* DATA PROVIDED

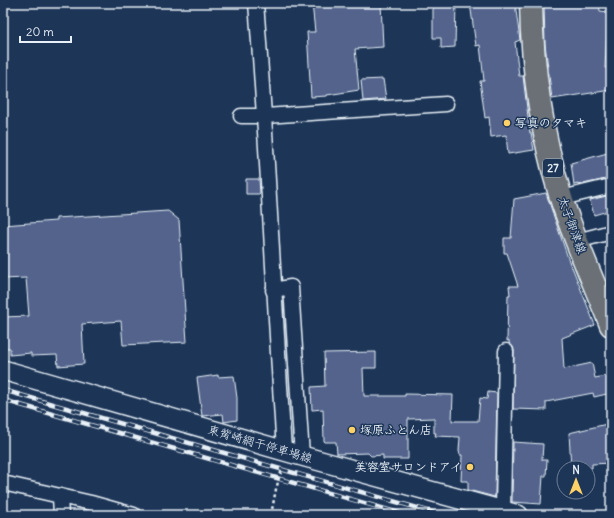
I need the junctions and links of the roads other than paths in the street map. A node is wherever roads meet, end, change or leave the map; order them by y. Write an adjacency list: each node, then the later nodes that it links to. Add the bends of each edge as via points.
1 (256, 3): 5 (street)
2 (531, 3): 7 (main road, 太子御津線 / 27, via 531,28 544,126)
3 (446, 104): 5 (street)
4 (242, 116): 5 (street)
5 (265, 116): 10 (street)
6 (611, 186): 7 (street)
7 (562, 198): 9 (main road, 太子御津線 / 27)
8 (611, 232): 9 (street)
9 (577, 241): 11 (main road, 太子御津線 / 27)
10 (274, 290): 14 (street); 15 (street, via 291,288)
11 (611, 325)
12 (506, 351): 18 (street)
13 (3, 370): 14 (main road, 東觜崎網干停車場線)
14 (284, 450): 15 (main road, 東觜崎網干停車場線)
15 (302, 456): 18 (main road, 東觜崎網干停車場線)
16 (3, 483): 17 (street)
17 (60, 496): 19 (street); 20 (street)
18 (510, 513)
19 (61, 515)
20 (134, 515)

* TASK
The material above is to be output exactly, with each picture left out.

* TASK OUTPUT
I need the junctions and links of the roads other than paths in the street map. A node is wherever roads meet, end, change or leave the map; order them by y. Write an adjacency list: each node, then the later nodes that it links to. Add the bends of each edge as via points.
1 (256, 3): 5 (street)
2 (531, 3): 7 (main road, 太子御津線 / 27, via 531,28 544,126)
3 (446, 104): 5 (street)
4 (242, 116): 5 (street)
5 (265, 116): 10 (street)
6 (611, 186): 7 (street)
7 (562, 198): 9 (main road, 太子御津線 / 27)
8 (611, 232): 9 (street)
9 (577, 241): 11 (main road, 太子御津線 / 27)
10 (274, 290): 14 (street); 15 (street, via 291,288)
11 (611, 325)
12 (506, 351): 18 (street)
13 (3, 370): 14 (main road, 東觜崎網干停車場線)
14 (284, 450): 15 (main road, 東觜崎網干停車場線)
15 (302, 456): 18 (main road, 東觜崎網干停車場線)
16 (3, 483): 17 (street)
17 (60, 496): 19 (street); 20 (street)
18 (510, 513)
19 (61, 515)
20 (134, 515)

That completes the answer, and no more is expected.